L’ACSM est l’organisme communautaire du secteur de la santé mentale le plus vaste et le mieux établi. Elle œuvre en défense des droits et offre des programmes et des ressources qui contribuent à prévenir les problèmes de santé mentale et les maladies mentales ainsi qu’à soutenir le rétablissement. Elle est présente dans 330 communautés réparties dans toutes les provinces et au Yukon et compte dans ses rangs 11 000 bénévoles et plus de 7 000 employées et employés.

L’accès aux services de soutien en santé mentale est souvent entravé par l’âge et le genre. Selon Recherche en santé mentale Canada (RSMC), les femmes de moins de 25 ans sont surreprésentées parmi les personnes souffrant d’anxiété, de stress et de dépression. Elles sont toutefois moins susceptibles de chercher à obtenir des services de soutien en santé mentale, puisqu’elles sont souvent dans l’incapacité de payer ou n’ont pas de couverture d’assurance[1].Dans la dernière décennie, le taux de suicide chez les femmes a dépassé celui des hommes chez les 10 à 14 ans[2]. Les filles sont six fois plus susceptibles que les garçons de développer un trouble d’anxiété généralisée[3] et il y a une augmentation plus marquée des épisodes dépressifs majeurs chez les filles de plus de 13 ans que chez les garçons[4].

Les inégalités structurelles de notre système de soins de santé mentale ne font qu’exacerber ces inégalités fondées sur le genre.

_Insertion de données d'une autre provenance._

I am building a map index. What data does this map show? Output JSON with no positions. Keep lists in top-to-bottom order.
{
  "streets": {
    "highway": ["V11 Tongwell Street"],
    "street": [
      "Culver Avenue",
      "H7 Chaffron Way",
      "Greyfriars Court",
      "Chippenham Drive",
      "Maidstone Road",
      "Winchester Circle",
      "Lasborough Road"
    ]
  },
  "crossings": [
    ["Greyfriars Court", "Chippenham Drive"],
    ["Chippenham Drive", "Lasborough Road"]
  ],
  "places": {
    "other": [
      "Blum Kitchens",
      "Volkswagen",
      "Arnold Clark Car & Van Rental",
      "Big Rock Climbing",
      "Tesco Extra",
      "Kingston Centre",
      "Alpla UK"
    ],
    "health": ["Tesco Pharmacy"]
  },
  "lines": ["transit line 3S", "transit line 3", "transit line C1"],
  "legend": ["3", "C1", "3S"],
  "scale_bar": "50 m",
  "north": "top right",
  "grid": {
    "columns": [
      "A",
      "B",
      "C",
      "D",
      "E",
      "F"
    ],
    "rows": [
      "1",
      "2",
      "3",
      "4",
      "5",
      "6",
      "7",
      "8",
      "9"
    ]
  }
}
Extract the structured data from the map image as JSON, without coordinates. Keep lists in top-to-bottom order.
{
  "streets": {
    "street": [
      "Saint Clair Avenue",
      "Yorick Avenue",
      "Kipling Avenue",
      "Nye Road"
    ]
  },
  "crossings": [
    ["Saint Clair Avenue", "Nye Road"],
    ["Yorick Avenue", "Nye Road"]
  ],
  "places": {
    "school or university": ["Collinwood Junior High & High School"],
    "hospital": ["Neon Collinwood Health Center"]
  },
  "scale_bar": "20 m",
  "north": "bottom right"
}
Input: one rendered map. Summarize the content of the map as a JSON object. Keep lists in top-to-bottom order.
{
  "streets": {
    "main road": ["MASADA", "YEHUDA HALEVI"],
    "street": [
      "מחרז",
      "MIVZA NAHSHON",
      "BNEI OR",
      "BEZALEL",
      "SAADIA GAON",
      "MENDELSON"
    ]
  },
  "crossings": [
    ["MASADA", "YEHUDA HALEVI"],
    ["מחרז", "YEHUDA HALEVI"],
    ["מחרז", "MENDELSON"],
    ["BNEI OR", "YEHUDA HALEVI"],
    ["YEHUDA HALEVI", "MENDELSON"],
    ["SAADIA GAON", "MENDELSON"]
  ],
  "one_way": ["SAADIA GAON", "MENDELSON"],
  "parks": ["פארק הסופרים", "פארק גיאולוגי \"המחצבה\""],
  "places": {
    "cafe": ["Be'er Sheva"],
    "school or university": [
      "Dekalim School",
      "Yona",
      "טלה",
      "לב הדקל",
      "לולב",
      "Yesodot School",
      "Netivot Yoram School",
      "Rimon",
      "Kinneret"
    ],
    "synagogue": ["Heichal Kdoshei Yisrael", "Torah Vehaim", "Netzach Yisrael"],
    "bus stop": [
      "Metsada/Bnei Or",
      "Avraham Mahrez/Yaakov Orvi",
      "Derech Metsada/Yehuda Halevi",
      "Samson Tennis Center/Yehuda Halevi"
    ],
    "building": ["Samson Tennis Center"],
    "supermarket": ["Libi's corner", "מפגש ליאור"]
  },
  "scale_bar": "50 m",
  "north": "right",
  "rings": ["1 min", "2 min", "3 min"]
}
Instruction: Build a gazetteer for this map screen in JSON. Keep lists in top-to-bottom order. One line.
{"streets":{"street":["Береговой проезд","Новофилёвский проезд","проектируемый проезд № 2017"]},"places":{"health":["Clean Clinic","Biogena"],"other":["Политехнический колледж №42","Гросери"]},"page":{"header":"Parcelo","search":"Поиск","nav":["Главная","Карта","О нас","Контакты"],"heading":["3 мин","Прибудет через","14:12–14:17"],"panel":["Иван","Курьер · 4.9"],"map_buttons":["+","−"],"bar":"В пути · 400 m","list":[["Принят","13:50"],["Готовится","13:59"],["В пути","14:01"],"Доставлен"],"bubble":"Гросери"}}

Le système de soins de santé mentale du Canada est loin d’être universel. Il exige que les services soient « médicalement nécessaires » selon la Loi canadienne sur la santé pour être couverts par des assurances[5]. Les services de santé mentale et de santé liée à la consommation de substances qui sont offerts en dehors des hôpitaux et par des médecins ne sont pas jugés comme médicalement nécessaires. Cela signifie que le counseling, la psychothérapie et le traitement de la consommation de substances, pour ne nommer que ceux-là, ne relèvent pas du système public. Les personnes qui ont besoin de ces services n’ont pas le choix de compter sur leur couverture d’assurance limitée ou de se les payer de leurs poches. Beaucoup se tournent plutôt vers les organismes communautaires à but non lucratif pour obtenir ces services. Par contre, les longues listes d’attente, la difficulté de s’orienter dans le système, le coût prohibitif des soins, les inégalités géographiques ainsi que le manque de soutien communautaire sont autant de facteurs aggravants qui viennent se greffer aux inégalités fondées sur le genre et l’âge.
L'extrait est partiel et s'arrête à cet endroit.